A casino is an establishment where people can gamble and win money. It is often combined with hotels, restaurants, retail shops and other entertainment facilities.

Most casino games have a significant element of chance, although some have a skill element. The mathematically determined advantage of the house over the players is known as the house edge (or expected value, in the case of poker). In table games with an actual croupier, the house earns its profit by taking a commission from each bet, called the rake. In other games, such as video poker, the house earns its profits by taking a percentage of the total bets placed.
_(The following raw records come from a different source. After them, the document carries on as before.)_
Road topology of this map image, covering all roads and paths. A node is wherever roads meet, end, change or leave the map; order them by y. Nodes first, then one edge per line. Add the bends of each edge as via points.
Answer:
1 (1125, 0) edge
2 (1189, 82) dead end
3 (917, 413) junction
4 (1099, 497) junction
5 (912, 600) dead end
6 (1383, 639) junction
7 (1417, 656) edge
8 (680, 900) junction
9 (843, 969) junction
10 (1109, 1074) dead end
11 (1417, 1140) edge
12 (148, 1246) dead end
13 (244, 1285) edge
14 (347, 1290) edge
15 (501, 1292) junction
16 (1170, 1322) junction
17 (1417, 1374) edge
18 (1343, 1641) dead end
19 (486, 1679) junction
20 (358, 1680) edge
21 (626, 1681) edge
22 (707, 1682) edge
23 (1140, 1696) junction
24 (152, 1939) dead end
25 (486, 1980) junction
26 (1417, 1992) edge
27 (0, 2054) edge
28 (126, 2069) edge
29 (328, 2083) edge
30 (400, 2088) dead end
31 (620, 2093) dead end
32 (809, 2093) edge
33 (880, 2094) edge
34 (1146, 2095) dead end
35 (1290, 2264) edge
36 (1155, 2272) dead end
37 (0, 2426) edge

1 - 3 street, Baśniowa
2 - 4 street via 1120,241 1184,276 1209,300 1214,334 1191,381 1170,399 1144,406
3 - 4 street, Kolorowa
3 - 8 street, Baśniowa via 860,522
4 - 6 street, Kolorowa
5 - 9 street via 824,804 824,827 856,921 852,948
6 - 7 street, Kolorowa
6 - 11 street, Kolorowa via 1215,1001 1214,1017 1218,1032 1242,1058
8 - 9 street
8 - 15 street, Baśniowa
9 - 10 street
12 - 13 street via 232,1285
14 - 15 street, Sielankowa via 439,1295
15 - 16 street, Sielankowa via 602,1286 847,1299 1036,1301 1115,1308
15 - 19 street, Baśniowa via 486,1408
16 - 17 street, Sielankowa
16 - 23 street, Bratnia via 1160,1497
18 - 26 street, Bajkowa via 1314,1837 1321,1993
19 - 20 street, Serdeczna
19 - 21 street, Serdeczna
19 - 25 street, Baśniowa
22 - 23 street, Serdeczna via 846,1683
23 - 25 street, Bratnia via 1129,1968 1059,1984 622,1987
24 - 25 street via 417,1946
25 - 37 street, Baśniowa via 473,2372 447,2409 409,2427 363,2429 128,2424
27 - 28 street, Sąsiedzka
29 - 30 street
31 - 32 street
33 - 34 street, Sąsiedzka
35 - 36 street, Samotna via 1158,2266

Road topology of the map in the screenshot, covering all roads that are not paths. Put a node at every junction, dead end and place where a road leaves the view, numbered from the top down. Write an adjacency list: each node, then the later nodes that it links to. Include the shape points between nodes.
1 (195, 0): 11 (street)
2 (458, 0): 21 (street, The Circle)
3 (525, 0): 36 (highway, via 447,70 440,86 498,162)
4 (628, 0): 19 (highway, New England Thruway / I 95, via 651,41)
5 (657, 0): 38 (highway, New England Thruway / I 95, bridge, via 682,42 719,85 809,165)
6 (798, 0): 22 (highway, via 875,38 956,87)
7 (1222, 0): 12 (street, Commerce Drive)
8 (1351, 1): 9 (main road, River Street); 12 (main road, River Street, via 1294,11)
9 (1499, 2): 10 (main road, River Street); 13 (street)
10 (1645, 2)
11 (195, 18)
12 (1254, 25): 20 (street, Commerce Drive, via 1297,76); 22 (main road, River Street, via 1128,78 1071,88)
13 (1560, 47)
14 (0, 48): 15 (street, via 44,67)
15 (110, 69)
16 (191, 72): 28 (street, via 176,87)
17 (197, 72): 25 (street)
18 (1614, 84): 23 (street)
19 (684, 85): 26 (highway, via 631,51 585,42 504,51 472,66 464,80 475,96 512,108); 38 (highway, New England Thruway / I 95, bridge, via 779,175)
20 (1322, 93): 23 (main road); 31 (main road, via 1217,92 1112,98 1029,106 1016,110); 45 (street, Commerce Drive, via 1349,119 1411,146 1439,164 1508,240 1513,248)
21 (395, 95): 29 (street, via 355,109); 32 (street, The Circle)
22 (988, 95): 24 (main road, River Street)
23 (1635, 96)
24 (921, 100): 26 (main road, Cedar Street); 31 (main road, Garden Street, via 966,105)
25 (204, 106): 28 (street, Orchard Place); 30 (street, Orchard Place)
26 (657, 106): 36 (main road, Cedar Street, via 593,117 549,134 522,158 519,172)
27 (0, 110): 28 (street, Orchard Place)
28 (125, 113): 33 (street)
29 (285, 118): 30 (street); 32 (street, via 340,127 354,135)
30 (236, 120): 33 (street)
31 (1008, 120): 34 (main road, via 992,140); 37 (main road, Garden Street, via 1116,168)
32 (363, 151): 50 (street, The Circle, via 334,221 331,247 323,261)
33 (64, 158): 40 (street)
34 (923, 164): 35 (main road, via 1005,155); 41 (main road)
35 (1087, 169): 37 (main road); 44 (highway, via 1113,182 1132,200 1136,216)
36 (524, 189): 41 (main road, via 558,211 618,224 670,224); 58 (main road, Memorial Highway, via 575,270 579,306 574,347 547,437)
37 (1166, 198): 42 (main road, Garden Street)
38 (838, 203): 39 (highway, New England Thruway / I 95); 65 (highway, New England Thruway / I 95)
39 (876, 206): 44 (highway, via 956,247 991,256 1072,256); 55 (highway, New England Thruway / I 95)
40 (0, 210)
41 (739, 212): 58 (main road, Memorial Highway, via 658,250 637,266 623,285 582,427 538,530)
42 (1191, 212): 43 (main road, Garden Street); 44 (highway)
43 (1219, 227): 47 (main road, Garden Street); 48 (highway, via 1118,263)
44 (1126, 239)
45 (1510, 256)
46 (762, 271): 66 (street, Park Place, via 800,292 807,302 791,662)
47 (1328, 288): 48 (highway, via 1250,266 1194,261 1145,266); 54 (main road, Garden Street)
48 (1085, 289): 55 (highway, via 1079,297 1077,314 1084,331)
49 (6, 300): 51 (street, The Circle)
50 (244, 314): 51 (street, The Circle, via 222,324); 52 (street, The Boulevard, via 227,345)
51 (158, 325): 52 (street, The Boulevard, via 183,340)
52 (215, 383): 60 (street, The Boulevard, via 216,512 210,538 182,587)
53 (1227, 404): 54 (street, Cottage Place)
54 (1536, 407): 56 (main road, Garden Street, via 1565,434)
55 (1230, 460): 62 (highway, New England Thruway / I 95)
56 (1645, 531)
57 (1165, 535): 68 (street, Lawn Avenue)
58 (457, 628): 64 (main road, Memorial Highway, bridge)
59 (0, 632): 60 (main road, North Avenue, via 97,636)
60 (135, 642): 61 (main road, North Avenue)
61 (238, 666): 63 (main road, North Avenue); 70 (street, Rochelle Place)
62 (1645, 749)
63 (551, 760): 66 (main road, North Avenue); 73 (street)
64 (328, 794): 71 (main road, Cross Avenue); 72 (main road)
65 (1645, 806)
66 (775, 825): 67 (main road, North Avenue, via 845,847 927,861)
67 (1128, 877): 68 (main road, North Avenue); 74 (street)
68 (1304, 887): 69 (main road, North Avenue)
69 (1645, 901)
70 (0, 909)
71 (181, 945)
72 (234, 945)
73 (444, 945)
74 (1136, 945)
In addition to securing the safety of their patrons, casinos use sophisticated technology to supervise their gambling operations. Slot machines are wired to electronic systems that monitor the exact amount wagered minute-by-minute and warn operators if any statistical deviations occur; roulette wheels are electronically monitored regularly for any statistical anomalies; and card counters employ high-tech tools to spot and detect cheating.

Because every game gives the house a certain mathematical expectancy of winning, it is very rare for a casino to lose money on its games. The virtual guarantee of gross profit motivates casinos to offer big bettors extravagant inducements, such as free spectacular entertainment, limousine transportation and luxury hotel rooms. This is in addition to the perks offered to lesser bettors, such as reduced-fare transportation and free drinks and cigarettes while gambling.